▶ Exercise brief:
Repeat all the records exactly, omitting pictures.
···
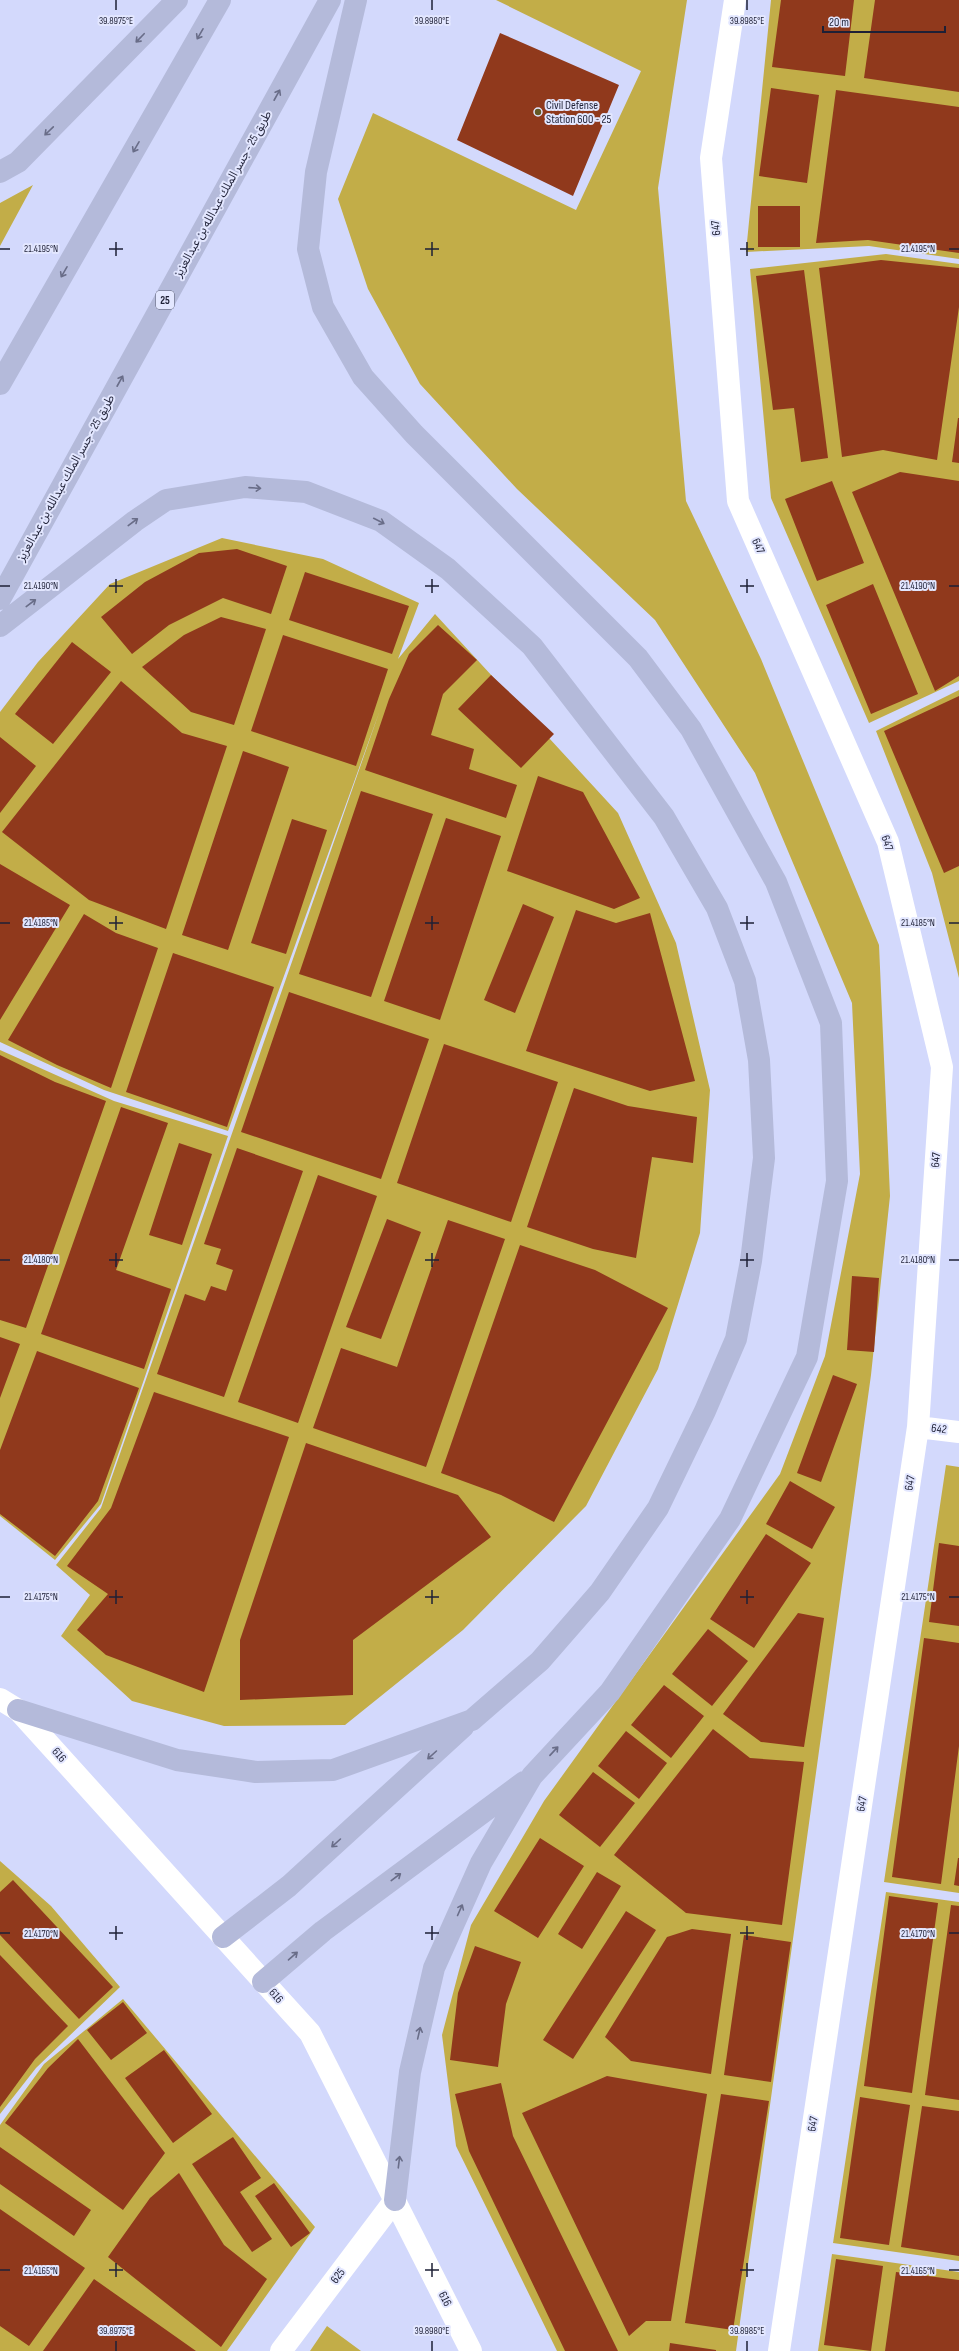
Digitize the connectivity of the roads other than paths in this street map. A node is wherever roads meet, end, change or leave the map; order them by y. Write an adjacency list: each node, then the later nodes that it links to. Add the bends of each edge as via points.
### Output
1 (177, 0): 6 (main road, one-way to 6, via 23,157)
2 (220, 0): 7 (main road, one-way to 7)
3 (330, 0): 8 (main road, طريق 25 - جسر الملك عبدالله بن عبدالعزيز / 25, one-way to 3)
4 (356, 0): 14 (main road, one-way to 4, via 610,1692 730,1519 807,1357 837,1181 831,1023 776,882 691,729 638,658 414,434 362,377 323,307 308,249 316,172)
5 (735, 0): 10 (street, 647, via 711,158 738,501 888,842 942,1067)
6 (0, 172)
7 (0, 384)
8 (0, 599)
9 (0, 626): 13 (main road, one-way to 13, via 135,521 166,500 245,487 306,492 374,518 448,569 532,646 664,817 717,908 746,988 759,1060 764,1158 751,1261 736,1339 658,1508 600,1592 540,1661)
10 (918, 1427): 11 (street, 642); 20 (street, 647)
11 (959, 1432)
12 (9, 1704): 13 (main road, via 177,1760 256,1772 333,1770); 15 (street, 616)
13 (472, 1720): 15 (main road, one-way to 15, via 289,1886)
14 (532, 1776): 16 (main road, one-way to 14, via 323,1931); 17 (main road, one-way to 14, via 410,2072 434,1968 481,1863)
15 (223, 1937): 16 (street, 616)
16 (264, 1982): 17 (street, 616, via 310,2032)
17 (395, 2200): 18 (street, 625); 19 (street, 616)
18 (281, 2351)
19 (471, 2351)
20 (779, 2351)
···
▶ Your solution:
Digitize the connectivity of the roads other than paths in this street map. A node is wherever roads meet, end, change or leave the map; order them by y. Write an adjacency list: each node, then the later nodes that it links to. Add the bends of each edge as via points.
### Output
1 (177, 0): 6 (main road, one-way to 6, via 23,157)
2 (220, 0): 7 (main road, one-way to 7)
3 (330, 0): 8 (main road, طريق 25 - جسر الملك عبدالله بن عبدالعزيز / 25, one-way to 3)
4 (356, 0): 14 (main road, one-way to 4, via 610,1692 730,1519 807,1357 837,1181 831,1023 776,882 691,729 638,658 414,434 362,377 323,307 308,249 316,172)
5 (735, 0): 10 (street, 647, via 711,158 738,501 888,842 942,1067)
6 (0, 172)
7 (0, 384)
8 (0, 599)
9 (0, 626): 13 (main road, one-way to 13, via 135,521 166,500 245,487 306,492 374,518 448,569 532,646 664,817 717,908 746,988 759,1060 764,1158 751,1261 736,1339 658,1508 600,1592 540,1661)
10 (918, 1427): 11 (street, 642); 20 (street, 647)
11 (959, 1432)
12 (9, 1704): 13 (main road, via 177,1760 256,1772 333,1770); 15 (street, 616)
13 (472, 1720): 15 (main road, one-way to 15, via 289,1886)
14 (532, 1776): 16 (main road, one-way to 14, via 323,1931); 17 (main road, one-way to 14, via 410,2072 434,1968 481,1863)
15 (223, 1937): 16 (street, 616)
16 (264, 1982): 17 (street, 616, via 310,2032)
17 (395, 2200): 18 (street, 625); 19 (street, 616)
18 (281, 2351)
19 (471, 2351)
20 (779, 2351)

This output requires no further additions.